■ Data excerpts
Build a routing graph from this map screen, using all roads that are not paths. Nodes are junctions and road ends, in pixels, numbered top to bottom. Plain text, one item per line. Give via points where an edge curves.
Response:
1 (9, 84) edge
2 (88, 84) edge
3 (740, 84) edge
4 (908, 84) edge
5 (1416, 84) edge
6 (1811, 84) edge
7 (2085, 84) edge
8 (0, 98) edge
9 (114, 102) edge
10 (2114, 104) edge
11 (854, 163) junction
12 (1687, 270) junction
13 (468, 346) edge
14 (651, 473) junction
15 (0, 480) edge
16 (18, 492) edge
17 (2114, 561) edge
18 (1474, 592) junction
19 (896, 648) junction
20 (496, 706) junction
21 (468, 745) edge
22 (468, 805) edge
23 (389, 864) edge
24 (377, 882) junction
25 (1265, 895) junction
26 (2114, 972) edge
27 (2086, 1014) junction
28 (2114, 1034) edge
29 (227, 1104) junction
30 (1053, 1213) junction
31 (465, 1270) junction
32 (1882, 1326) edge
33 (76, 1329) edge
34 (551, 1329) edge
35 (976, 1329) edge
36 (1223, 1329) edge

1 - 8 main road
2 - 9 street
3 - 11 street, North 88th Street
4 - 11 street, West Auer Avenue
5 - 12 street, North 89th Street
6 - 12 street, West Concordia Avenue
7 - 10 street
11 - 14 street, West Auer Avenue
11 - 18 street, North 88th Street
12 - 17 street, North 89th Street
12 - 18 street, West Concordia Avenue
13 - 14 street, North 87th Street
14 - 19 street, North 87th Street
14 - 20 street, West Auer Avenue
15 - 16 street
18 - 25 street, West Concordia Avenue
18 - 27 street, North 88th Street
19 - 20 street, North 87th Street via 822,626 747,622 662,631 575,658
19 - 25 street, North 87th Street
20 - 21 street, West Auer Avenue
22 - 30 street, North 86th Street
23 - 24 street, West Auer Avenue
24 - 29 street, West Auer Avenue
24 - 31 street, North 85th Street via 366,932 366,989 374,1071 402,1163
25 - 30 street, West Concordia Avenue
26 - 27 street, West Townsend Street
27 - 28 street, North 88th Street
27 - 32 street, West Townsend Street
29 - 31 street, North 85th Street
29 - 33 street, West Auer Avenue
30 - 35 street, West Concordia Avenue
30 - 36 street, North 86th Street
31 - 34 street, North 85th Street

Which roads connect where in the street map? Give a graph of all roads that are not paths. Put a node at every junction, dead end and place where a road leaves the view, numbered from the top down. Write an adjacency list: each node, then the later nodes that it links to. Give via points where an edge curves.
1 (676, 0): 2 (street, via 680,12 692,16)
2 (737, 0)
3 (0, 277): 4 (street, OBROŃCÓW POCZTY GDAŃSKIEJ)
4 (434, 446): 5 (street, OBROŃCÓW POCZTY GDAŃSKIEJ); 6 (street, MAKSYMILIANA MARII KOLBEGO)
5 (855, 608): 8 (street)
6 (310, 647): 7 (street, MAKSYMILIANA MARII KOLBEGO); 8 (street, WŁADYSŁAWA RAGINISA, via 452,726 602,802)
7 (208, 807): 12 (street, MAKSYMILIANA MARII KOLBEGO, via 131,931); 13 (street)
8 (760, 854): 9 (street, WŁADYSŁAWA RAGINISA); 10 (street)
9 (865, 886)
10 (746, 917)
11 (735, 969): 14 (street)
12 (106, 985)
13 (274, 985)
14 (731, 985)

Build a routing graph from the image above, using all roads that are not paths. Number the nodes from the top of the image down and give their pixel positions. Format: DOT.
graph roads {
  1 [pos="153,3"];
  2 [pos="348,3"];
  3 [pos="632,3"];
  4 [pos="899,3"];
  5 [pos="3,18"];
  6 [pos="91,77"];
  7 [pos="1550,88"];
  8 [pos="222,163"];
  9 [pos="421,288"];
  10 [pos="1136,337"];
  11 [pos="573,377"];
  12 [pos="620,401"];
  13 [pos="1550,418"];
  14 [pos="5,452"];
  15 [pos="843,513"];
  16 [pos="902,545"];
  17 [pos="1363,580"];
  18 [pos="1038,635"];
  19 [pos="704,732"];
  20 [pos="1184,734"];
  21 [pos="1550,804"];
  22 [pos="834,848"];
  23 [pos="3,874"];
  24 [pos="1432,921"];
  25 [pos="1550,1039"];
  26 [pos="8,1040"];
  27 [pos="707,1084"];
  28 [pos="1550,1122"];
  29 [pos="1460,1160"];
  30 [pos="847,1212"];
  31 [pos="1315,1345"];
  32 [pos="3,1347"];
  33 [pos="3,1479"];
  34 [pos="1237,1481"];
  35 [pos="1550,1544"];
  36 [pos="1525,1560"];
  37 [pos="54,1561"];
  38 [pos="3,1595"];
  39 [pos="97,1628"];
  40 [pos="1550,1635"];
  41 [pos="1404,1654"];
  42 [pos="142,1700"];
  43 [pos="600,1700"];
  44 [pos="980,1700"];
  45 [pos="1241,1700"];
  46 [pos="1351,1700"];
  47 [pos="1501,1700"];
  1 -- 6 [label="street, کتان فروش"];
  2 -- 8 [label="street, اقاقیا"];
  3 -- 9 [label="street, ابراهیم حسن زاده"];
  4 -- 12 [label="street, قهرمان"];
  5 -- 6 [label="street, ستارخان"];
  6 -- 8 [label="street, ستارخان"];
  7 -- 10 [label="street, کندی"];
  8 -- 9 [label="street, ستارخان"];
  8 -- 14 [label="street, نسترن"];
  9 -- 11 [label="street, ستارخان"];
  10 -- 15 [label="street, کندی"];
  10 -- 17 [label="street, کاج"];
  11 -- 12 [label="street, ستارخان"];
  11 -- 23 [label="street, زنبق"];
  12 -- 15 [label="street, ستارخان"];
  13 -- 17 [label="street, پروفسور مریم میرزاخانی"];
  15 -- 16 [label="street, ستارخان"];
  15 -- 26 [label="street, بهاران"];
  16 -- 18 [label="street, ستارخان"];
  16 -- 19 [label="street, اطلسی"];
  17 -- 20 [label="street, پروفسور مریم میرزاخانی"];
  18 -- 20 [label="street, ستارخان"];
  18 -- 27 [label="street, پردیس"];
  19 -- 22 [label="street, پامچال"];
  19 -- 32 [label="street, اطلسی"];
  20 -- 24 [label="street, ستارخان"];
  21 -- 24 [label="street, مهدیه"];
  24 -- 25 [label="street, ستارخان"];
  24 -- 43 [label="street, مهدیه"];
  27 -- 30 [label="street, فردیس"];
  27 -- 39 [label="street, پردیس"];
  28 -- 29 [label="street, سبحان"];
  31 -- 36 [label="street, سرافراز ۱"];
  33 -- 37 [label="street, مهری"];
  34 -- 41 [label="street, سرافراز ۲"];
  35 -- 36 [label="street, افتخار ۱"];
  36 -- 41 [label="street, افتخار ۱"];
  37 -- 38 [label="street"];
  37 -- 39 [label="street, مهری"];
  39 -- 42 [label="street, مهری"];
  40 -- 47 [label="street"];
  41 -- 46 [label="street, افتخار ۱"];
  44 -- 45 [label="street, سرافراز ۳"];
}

■ Directions
Word for word, transcribe all of the records.

■ Written answer
Build a routing graph from this map screen, using all roads that are not paths. Nodes are junctions and road ends, in pixels, numbered top to bottom. Plain text, one item per line. Give via points where an edge curves.
Response:
1 (9, 84) edge
2 (88, 84) edge
3 (740, 84) edge
4 (908, 84) edge
5 (1416, 84) edge
6 (1811, 84) edge
7 (2085, 84) edge
8 (0, 98) edge
9 (114, 102) edge
10 (2114, 104) edge
11 (854, 163) junction
12 (1687, 270) junction
13 (468, 346) edge
14 (651, 473) junction
15 (0, 480) edge
16 (18, 492) edge
17 (2114, 561) edge
18 (1474, 592) junction
19 (896, 648) junction
20 (496, 706) junction
21 (468, 745) edge
22 (468, 805) edge
23 (389, 864) edge
24 (377, 882) junction
25 (1265, 895) junction
26 (2114, 972) edge
27 (2086, 1014) junction
28 (2114, 1034) edge
29 (227, 1104) junction
30 (1053, 1213) junction
31 (465, 1270) junction
32 (1882, 1326) edge
33 (76, 1329) edge
34 (551, 1329) edge
35 (976, 1329) edge
36 (1223, 1329) edge

1 - 8 main road
2 - 9 street
3 - 11 street, North 88th Street
4 - 11 street, West Auer Avenue
5 - 12 street, North 89th Street
6 - 12 street, West Concordia Avenue
7 - 10 street
11 - 14 street, West Auer Avenue
11 - 18 street, North 88th Street
12 - 17 street, North 89th Street
12 - 18 street, West Concordia Avenue
13 - 14 street, North 87th Street
14 - 19 street, North 87th Street
14 - 20 street, West Auer Avenue
15 - 16 street
18 - 25 street, West Concordia Avenue
18 - 27 street, North 88th Street
19 - 20 street, North 87th Street via 822,626 747,622 662,631 575,658
19 - 25 street, North 87th Street
20 - 21 street, West Auer Avenue
22 - 30 street, North 86th Street
23 - 24 street, West Auer Avenue
24 - 29 street, West Auer Avenue
24 - 31 street, North 85th Street via 366,932 366,989 374,1071 402,1163
25 - 30 street, West Concordia Avenue
26 - 27 street, West Townsend Street
27 - 28 street, North 88th Street
27 - 32 street, West Townsend Street
29 - 31 street, North 85th Street
29 - 33 street, West Auer Avenue
30 - 35 street, West Concordia Avenue
30 - 36 street, North 86th Street
31 - 34 street, North 85th Street

Which roads connect where in the street map? Give a graph of all roads that are not paths. Put a node at every junction, dead end and place where a road leaves the view, numbered from the top down. Write an adjacency list: each node, then the later nodes that it links to. Give via points where an edge curves.
1 (676, 0): 2 (street, via 680,12 692,16)
2 (737, 0)
3 (0, 277): 4 (street, OBROŃCÓW POCZTY GDAŃSKIEJ)
4 (434, 446): 5 (street, OBROŃCÓW POCZTY GDAŃSKIEJ); 6 (street, MAKSYMILIANA MARII KOLBEGO)
5 (855, 608): 8 (street)
6 (310, 647): 7 (street, MAKSYMILIANA MARII KOLBEGO); 8 (street, WŁADYSŁAWA RAGINISA, via 452,726 602,802)
7 (208, 807): 12 (street, MAKSYMILIANA MARII KOLBEGO, via 131,931); 13 (street)
8 (760, 854): 9 (street, WŁADYSŁAWA RAGINISA); 10 (street)
9 (865, 886)
10 (746, 917)
11 (735, 969): 14 (street)
12 (106, 985)
13 (274, 985)
14 (731, 985)

Build a routing graph from the image above, using all roads that are not paths. Number the nodes from the top of the image down and give their pixel positions. Format: DOT.
graph roads {
  1 [pos="153,3"];
  2 [pos="348,3"];
  3 [pos="632,3"];
  4 [pos="899,3"];
  5 [pos="3,18"];
  6 [pos="91,77"];
  7 [pos="1550,88"];
  8 [pos="222,163"];
  9 [pos="421,288"];
  10 [pos="1136,337"];
  11 [pos="573,377"];
  12 [pos="620,401"];
  13 [pos="1550,418"];
  14 [pos="5,452"];
  15 [pos="843,513"];
  16 [pos="902,545"];
  17 [pos="1363,580"];
  18 [pos="1038,635"];
  19 [pos="704,732"];
  20 [pos="1184,734"];
  21 [pos="1550,804"];
  22 [pos="834,848"];
  23 [pos="3,874"];
  24 [pos="1432,921"];
  25 [pos="1550,1039"];
  26 [pos="8,1040"];
  27 [pos="707,1084"];
  28 [pos="1550,1122"];
  29 [pos="1460,1160"];
  30 [pos="847,1212"];
  31 [pos="1315,1345"];
  32 [pos="3,1347"];
  33 [pos="3,1479"];
  34 [pos="1237,1481"];
  35 [pos="1550,1544"];
  36 [pos="1525,1560"];
  37 [pos="54,1561"];
  38 [pos="3,1595"];
  39 [pos="97,1628"];
  40 [pos="1550,1635"];
  41 [pos="1404,1654"];
  42 [pos="142,1700"];
  43 [pos="600,1700"];
  44 [pos="980,1700"];
  45 [pos="1241,1700"];
  46 [pos="1351,1700"];
  47 [pos="1501,1700"];
  1 -- 6 [label="street, کتان فروش"];
  2 -- 8 [label="street, اقاقیا"];
  3 -- 9 [label="street, ابراهیم حسن زاده"];
  4 -- 12 [label="street, قهرمان"];
  5 -- 6 [label="street, ستارخان"];
  6 -- 8 [label="street, ستارخان"];
  7 -- 10 [label="street, کندی"];
  8 -- 9 [label="street, ستارخان"];
  8 -- 14 [label="street, نسترن"];
  9 -- 11 [label="street, ستارخان"];
  10 -- 15 [label="street, کندی"];
  10 -- 17 [label="street, کاج"];
  11 -- 12 [label="street, ستارخان"];
  11 -- 23 [label="street, زنبق"];
  12 -- 15 [label="street, ستارخان"];
  13 -- 17 [label="street, پروفسور مریم میرزاخانی"];
  15 -- 16 [label="street, ستارخان"];
  15 -- 26 [label="street, بهاران"];
  16 -- 18 [label="street, ستارخان"];
  16 -- 19 [label="street, اطلسی"];
  17 -- 20 [label="street, پروفسور مریم میرزاخانی"];
  18 -- 20 [label="street, ستارخان"];
  18 -- 27 [label="street, پردیس"];
  19 -- 22 [label="street, پامچال"];
  19 -- 32 [label="street, اطلسی"];
  20 -- 24 [label="street, ستارخان"];
  21 -- 24 [label="street, مهدیه"];
  24 -- 25 [label="street, ستارخان"];
  24 -- 43 [label="street, مهدیه"];
  27 -- 30 [label="street, فردیس"];
  27 -- 39 [label="street, پردیس"];
  28 -- 29 [label="street, سبحان"];
  31 -- 36 [label="street, سرافراز ۱"];
  33 -- 37 [label="street, مهری"];
  34 -- 41 [label="street, سرافراز ۲"];
  35 -- 36 [label="street, افتخار ۱"];
  36 -- 41 [label="street, افتخار ۱"];
  37 -- 38 [label="street"];
  37 -- 39 [label="street, مهری"];
  39 -- 42 [label="street, مهری"];
  40 -- 47 [label="street"];
  41 -- 46 [label="street, افتخار ۱"];
  44 -- 45 [label="street, سرافراز ۳"];
}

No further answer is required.